RESULTS: Of the total ED visits, 20% resulted in admission. The highest admission rates were for pneumonia, congestive heart failure, nonspecific chest pain, septicemia and pulmonary disease. Among the 15 conditions with the highest admission rates, the five diagnoses with the highest variation in rates were mood disorders, nonspecific chest pain, skin and soft-tissue infections, urinary tract infections and chronic obstructive pulmonary disease. Within-hospital correlations in RSARs for these five conditions were all statistically significant (P<0.001) and were three- to five-fold higher than the variation for other conditions (e.g., pneumonia, congestive heart failure). Analysis of hospital characteristics did not help explain these condition-specific variations.
CONCLUSIONS: US hospital EDs vary widely in condition-specific admission rates in ways not dependent on patient or hospital characteristics. Clearer guidelines are needed for “discretionary” medical conditions.
25 references (firstname.lastname@example.org for reprints) Copyright 2015 by Emergency Medical Abstracts – All Rights Reserved 8/15 – #34
The Venkatesh paper has an excellent discussion that addresses the many reasons why variability in admission of discretionary conditions may occur such as lack of guidelines, hospital culture, bed availability and the availability of other disposition alternatives (observation unit, home health). The bottom line is that we have to do better in addressing this huge opportunity to improve care. The authors conclude:
“Providers seeking to improve the efficiency of care delivery should develop clinical evidence and guidelines as well as hospital-level processes to safely reduce variation in admission rates for potentially discretionary conditions, whereas policymakers should develop quality measures to ensure that we achieve improvement. As inpatient hospital care comprises over one third of health care spending in the United States, the success of efforts to improve the quality of health care in the United States demand a better understanding of ED admissions decisions to ensure the optimal use of scarce hospital resources for the right patients at the right time.”

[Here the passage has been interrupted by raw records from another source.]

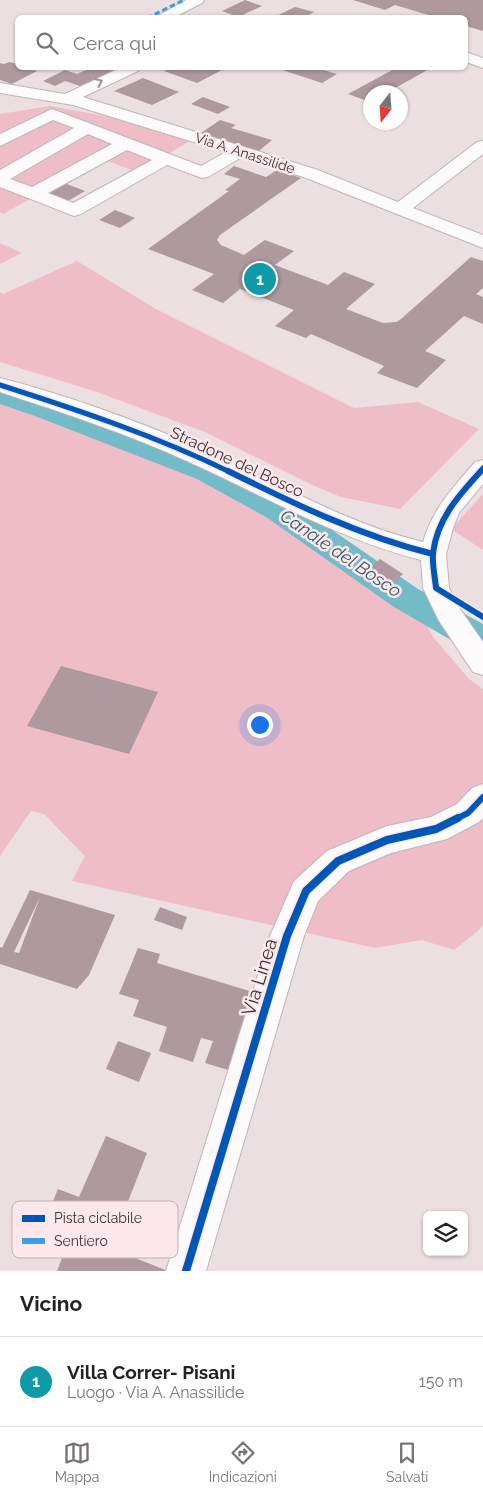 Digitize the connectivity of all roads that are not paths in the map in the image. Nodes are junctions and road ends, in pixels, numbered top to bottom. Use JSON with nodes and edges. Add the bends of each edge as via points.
{"nodes":[{"id":1,"x":197,"y":0,"type":"edge"},
{"id":2,"x":167,"y":15,"type":"edge"},
{"id":3,"x":468,"y":59,"type":"edge"},
{"id":4,"x":483,"y":63,"type":"edge"},
{"id":5,"x":127,"y":70,"type":"edge"},
{"id":6,"x":0,"y":88,"type":"edge"},
{"id":7,"x":18,"y":92,"type":"junction"},
{"id":8,"x":67,"y":99,"type":"junction"},
{"id":9,"x":0,"y":102,"type":"edge"},
{"id":10,"x":87,"y":128,"type":"junction"},
{"id":11,"x":0,"y":141,"type":"edge"},
{"id":12,"x":126,"y":143,"type":"junction"},
{"id":13,"x":483,"y":146,"type":"edge"},
{"id":14,"x":240,"y":151,"type":"junction"},
{"id":15,"x":166,"y":159,"type":"junction"},
{"id":16,"x":0,"y":177,"type":"edge"},
{"id":17,"x":0,"y":181,"type":"edge"},
{"id":18,"x":33,"y":194,"type":"junction"},
{"id":19,"x":401,"y":208,"type":"junction"},
{"id":20,"x":483,"y":242,"type":"edge"},
{"id":21,"x":0,"y":384,"type":"edge"},
{"id":22,"x":483,"y":468,"type":"edge"},
{"id":23,"x":433,"y":554,"type":"junction"},
{"id":24,"x":482,"y":663,"type":"edge"},
{"id":25,"x":483,"y":797,"type":"edge"},
{"id":26,"x":186,"y":1271,"type":"edge"}],
"edges":[{"from":1,"to":2,"type":"street"},
{"from":3,"to":4,"type":"street"},
{"from":8,"to":5,"type":"street","one_way":true},
{"from":6,"to":7,"type":"street","name":"Via A. Anassilide"},
{"from":7,"to":8,"type":"street","name":"Via A. Anassilide"},
{"from":7,"to":9,"type":"street"},
{"from":8,"to":14,"type":"street","name":"Via A. Anassilide"},
{"from":10,"to":11,"type":"street","via":[[52,114]]},
{"from":10,"to":12,"type":"street"},
{"from":10,"to":16,"type":"street"},
{"from":12,"to":15,"type":"street"},
{"from":12,"to":18,"type":"street"},
{"from":13,"to":19,"type":"street"},
{"from":14,"to":15,"type":"street","via":[[202,173]]},
{"from":14,"to":19,"type":"street","name":"Via A. Anassilide"},
{"from":15,"to":18,"type":"street","via":[[74,210]]},
{"from":17,"to":18,"type":"street"},
{"from":19,"to":20,"type":"street","name":"Via A. Anassilide"},
{"from":21,"to":23,"type":"street","name":"Stradone del Bosco","via":[[63,404],[199,457],[346,528]]},
{"from":22,"to":23,"type":"street","via":[[448,510]]},
{"from":23,"to":24,"type":"street","via":[[436,588],[449,614]]},
{"from":25,"to":26,"type":"street","name":"Via Linea","via":[[468,812],[436,829],[388,840],[338,861],[306,891],[287,936]]}]}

Although this study was published in 2015, it is based on 2009 data. In the last five years there have been changes in ED practice that may attenuate, at least to a modest degree, the conclusions of the authors regarding the magnitude of the variation problem (but I doubt it). Observation units are a recent phenomenon that should have an impact on admission rates (although, the difference in being admitted to the hospital and being admitted to an observation unit may be more a semantic differentiation than not). The development of hospitalist programs will also likely have some effect on admission decisions.

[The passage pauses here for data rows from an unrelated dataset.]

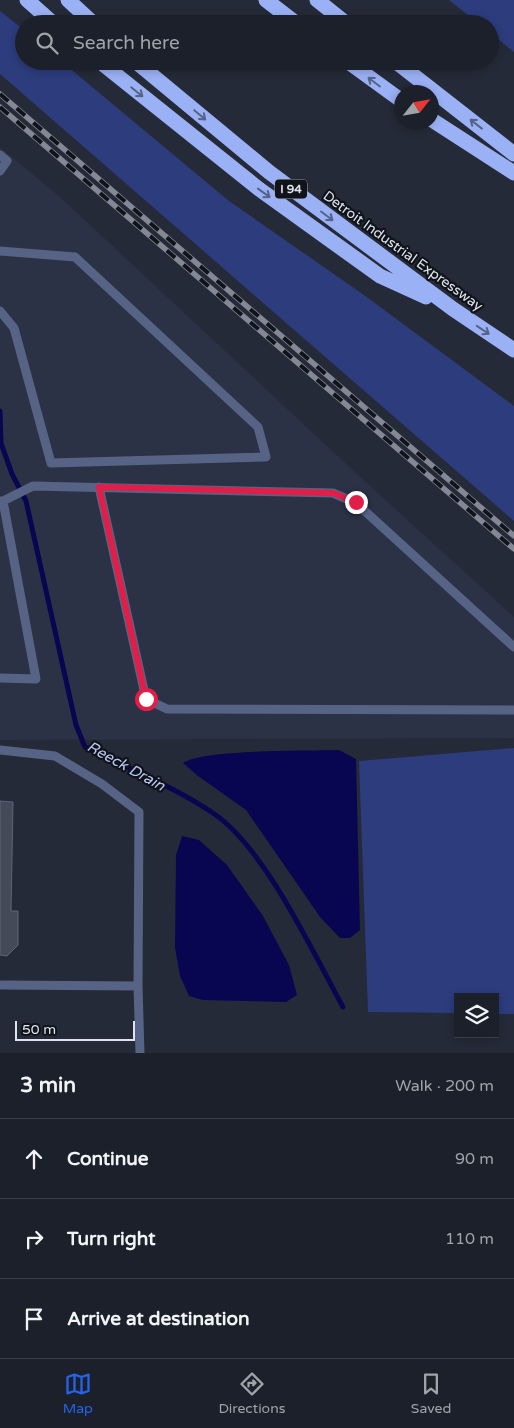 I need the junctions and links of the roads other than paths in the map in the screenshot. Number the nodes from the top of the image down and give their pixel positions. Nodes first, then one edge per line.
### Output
1 (27, 0) edge
2 (68, 0) edge
3 (266, 0) edge
4 (317, 0) edge
5 (44, 15) edge
6 (84, 15) edge
7 (285, 15) edge
8 (336, 15) edge
9 (110, 70) edge
10 (146, 70) edge
11 (359, 70) edge
12 (407, 70) edge
13 (394, 95) edge
14 (439, 124) edge
15 (0, 154) edge
16 (514, 154) edge
17 (0, 171) edge
18 (514, 172) edge
19 (0, 251) edge
20 (453, 309) junction
21 (0, 311) edge
22 (514, 350) edge
23 (99, 487) junction
24 (1, 501) edge
25 (514, 646) edge
26 (0, 678) edge
27 (514, 710) edge
28 (0, 750) edge
29 (0, 985) edge
30 (138, 986) junction
31 (140, 1053) edge

1 - 5 highway
2 - 6 highway
3 - 7 highway
4 - 8 highway
9 -> 20 highway
10 -> 20 highway, Detroit Industrial Expressway / I 94
13 -> 11 highway
16 -> 12 highway
14 - 18 highway
15 - 17 lane
19 - 21 lane
20 -> 22 highway, Detroit Industrial Expressway / I 94
23 - 24 lane
23 - 25 lane
23 - 27 lane
24 - 26 lane
28 - 30 lane
29 - 30 lane
30 - 31 lane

Taking on the huge challenge of narrowing the variability in admission rates for discretionary diagnoses must be an effort that involves multiple aspects of the hospital or health system leadership. The Venkatesh paper should serve as a wake-up call to both hospital executives and medical staff leaders to address a quality improvement opportunity associated with enormous medical and economic potential – but which can be expected to be extraordinarily difficult.